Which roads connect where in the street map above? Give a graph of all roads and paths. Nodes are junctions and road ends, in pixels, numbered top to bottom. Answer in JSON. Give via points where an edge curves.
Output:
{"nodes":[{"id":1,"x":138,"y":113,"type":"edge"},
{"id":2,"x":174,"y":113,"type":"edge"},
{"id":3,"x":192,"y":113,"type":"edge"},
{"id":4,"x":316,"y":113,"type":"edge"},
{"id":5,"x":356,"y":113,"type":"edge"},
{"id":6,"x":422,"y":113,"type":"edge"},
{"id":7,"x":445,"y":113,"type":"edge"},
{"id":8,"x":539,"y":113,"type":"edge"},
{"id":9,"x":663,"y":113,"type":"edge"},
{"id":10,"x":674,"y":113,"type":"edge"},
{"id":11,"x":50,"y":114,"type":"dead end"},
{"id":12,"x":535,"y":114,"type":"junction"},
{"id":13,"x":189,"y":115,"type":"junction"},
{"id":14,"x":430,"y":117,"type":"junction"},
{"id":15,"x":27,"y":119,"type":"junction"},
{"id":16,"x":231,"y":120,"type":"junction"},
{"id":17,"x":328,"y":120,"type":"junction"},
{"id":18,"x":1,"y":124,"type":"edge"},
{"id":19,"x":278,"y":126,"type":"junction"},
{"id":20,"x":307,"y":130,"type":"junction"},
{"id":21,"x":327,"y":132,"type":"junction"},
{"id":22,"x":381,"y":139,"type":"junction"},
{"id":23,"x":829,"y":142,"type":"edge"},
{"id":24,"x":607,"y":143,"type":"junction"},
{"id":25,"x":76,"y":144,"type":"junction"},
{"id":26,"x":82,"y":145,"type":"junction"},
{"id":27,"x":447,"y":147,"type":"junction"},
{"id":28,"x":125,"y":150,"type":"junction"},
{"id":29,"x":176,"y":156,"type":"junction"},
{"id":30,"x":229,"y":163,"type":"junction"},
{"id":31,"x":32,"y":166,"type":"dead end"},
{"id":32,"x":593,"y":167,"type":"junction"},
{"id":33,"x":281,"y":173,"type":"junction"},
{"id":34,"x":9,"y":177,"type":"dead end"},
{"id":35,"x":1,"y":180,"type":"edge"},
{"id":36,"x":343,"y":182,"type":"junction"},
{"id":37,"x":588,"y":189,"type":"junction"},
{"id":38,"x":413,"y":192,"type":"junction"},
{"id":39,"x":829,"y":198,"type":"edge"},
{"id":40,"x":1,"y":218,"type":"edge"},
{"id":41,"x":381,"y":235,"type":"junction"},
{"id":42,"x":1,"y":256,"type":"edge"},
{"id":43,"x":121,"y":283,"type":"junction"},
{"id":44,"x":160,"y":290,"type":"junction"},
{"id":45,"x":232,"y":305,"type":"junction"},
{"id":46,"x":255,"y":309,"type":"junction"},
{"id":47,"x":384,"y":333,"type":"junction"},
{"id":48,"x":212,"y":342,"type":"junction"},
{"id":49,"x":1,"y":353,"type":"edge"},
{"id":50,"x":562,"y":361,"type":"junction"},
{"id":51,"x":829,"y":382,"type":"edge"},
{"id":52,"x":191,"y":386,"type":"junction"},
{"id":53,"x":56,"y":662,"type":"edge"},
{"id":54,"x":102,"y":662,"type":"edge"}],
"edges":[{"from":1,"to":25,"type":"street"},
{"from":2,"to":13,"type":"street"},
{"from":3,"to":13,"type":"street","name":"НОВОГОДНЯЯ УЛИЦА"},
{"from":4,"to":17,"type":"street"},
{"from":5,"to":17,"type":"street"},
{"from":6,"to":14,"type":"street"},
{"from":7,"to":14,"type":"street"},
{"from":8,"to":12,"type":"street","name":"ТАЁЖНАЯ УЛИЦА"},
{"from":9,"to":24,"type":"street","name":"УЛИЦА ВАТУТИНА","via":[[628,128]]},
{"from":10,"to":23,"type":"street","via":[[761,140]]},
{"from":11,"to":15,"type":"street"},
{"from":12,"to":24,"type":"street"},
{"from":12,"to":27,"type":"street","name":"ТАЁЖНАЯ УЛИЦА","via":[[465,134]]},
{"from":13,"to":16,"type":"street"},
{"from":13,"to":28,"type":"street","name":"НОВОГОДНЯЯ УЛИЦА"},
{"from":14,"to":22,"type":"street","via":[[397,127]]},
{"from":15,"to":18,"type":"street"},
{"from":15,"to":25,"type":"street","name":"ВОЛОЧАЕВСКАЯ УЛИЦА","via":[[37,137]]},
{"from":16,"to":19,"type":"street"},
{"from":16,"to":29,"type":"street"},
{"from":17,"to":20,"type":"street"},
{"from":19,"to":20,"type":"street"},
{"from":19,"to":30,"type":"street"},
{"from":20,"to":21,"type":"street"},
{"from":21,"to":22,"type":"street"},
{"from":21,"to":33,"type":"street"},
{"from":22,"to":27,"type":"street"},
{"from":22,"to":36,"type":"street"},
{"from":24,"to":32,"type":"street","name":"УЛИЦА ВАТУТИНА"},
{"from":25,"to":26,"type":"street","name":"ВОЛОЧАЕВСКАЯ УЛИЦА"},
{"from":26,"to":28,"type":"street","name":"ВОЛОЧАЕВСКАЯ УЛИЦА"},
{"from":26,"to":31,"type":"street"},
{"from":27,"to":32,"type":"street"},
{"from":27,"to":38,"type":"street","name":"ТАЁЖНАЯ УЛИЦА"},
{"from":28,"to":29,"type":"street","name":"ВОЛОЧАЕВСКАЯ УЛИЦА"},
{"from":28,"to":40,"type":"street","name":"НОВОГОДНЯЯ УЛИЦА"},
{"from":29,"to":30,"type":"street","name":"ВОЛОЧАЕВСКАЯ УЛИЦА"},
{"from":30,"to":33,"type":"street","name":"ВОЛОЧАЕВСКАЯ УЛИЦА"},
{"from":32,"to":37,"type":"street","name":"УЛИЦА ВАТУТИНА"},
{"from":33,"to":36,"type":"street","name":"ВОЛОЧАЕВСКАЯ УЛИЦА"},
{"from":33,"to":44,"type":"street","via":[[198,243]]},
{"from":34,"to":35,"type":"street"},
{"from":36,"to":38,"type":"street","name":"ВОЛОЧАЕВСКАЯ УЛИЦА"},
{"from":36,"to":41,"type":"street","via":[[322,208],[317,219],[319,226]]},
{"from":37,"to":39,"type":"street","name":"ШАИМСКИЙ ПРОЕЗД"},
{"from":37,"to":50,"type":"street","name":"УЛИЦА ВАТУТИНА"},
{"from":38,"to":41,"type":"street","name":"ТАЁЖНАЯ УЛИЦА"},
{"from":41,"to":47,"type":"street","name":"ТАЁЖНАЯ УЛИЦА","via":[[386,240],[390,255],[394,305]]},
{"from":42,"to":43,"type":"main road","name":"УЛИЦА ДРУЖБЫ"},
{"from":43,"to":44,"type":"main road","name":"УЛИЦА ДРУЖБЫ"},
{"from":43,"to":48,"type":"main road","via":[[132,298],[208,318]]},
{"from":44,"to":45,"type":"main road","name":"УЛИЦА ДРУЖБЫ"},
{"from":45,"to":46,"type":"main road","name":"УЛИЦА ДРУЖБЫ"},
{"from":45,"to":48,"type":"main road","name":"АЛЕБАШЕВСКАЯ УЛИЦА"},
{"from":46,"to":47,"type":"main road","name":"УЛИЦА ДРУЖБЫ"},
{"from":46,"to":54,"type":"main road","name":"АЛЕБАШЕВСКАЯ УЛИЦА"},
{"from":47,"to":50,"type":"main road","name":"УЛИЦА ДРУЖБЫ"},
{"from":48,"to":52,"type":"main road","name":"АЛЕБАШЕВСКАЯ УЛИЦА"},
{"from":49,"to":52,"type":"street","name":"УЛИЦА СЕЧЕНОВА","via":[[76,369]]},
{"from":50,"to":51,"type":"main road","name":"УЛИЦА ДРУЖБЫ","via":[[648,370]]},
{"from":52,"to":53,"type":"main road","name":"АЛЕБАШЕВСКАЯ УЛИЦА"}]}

▶ [What you will do]: If a line in the material above contains the word "ВОЛОЧАЕВСКАЯ", copy it.

▶ [Written answer]:
{"from":15,"to":25,"type":"street","name":"ВОЛОЧАЕВСКАЯ УЛИЦА","via":[[37,137]]},
{"from":25,"to":26,"type":"street","name":"ВОЛОЧАЕВСКАЯ УЛИЦА"},
{"from":26,"to":28,"type":"street","name":"ВОЛОЧАЕВСКАЯ УЛИЦА"},
{"from":28,"to":29,"type":"street","name":"ВОЛОЧАЕВСКАЯ УЛИЦА"},
{"from":29,"to":30,"type":"street","name":"ВОЛОЧАЕВСКАЯ УЛИЦА"},
{"from":30,"to":33,"type":"street","name":"ВОЛОЧАЕВСКАЯ УЛИЦА"},
{"from":33,"to":36,"type":"street","name":"ВОЛОЧАЕВСКАЯ УЛИЦА"},
{"from":36,"to":38,"type":"street","name":"ВОЛОЧАЕВСКАЯ УЛИЦА"},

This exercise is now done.